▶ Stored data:
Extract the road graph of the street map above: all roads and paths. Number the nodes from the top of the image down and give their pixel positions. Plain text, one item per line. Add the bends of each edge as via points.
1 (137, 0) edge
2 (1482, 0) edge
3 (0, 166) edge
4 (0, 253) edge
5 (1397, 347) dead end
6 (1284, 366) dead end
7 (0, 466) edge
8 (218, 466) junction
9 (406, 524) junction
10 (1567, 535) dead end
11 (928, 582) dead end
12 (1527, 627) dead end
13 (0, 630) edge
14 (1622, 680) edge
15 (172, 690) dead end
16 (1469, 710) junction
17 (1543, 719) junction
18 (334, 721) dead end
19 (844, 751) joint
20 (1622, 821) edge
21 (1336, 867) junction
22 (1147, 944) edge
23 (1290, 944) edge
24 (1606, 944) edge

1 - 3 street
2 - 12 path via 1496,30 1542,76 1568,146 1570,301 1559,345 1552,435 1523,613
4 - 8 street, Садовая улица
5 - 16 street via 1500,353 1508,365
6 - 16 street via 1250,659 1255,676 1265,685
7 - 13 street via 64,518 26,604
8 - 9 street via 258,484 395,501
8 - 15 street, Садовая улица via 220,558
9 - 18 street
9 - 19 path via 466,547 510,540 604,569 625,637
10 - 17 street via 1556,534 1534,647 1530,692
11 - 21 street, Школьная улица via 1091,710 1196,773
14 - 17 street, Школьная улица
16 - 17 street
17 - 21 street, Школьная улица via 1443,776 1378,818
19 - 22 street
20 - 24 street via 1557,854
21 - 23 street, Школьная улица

▶ What you will do:
Go through the records above and copy each one exactly.

▶ Problem solution:
Extract the road graph of the street map above: all roads and paths. Number the nodes from the top of the image down and give their pixel positions. Plain text, one item per line. Add the bends of each edge as via points.
1 (137, 0) edge
2 (1482, 0) edge
3 (0, 166) edge
4 (0, 253) edge
5 (1397, 347) dead end
6 (1284, 366) dead end
7 (0, 466) edge
8 (218, 466) junction
9 (406, 524) junction
10 (1567, 535) dead end
11 (928, 582) dead end
12 (1527, 627) dead end
13 (0, 630) edge
14 (1622, 680) edge
15 (172, 690) dead end
16 (1469, 710) junction
17 (1543, 719) junction
18 (334, 721) dead end
19 (844, 751) joint
20 (1622, 821) edge
21 (1336, 867) junction
22 (1147, 944) edge
23 (1290, 944) edge
24 (1606, 944) edge

1 - 3 street
2 - 12 path via 1496,30 1542,76 1568,146 1570,301 1559,345 1552,435 1523,613
4 - 8 street, Садовая улица
5 - 16 street via 1500,353 1508,365
6 - 16 street via 1250,659 1255,676 1265,685
7 - 13 street via 64,518 26,604
8 - 9 street via 258,484 395,501
8 - 15 street, Садовая улица via 220,558
9 - 18 street
9 - 19 path via 466,547 510,540 604,569 625,637
10 - 17 street via 1556,534 1534,647 1530,692
11 - 21 street, Школьная улица via 1091,710 1196,773
14 - 17 street, Школьная улица
16 - 17 street
17 - 21 street, Школьная улица via 1443,776 1378,818
19 - 22 street
20 - 24 street via 1557,854
21 - 23 street, Школьная улица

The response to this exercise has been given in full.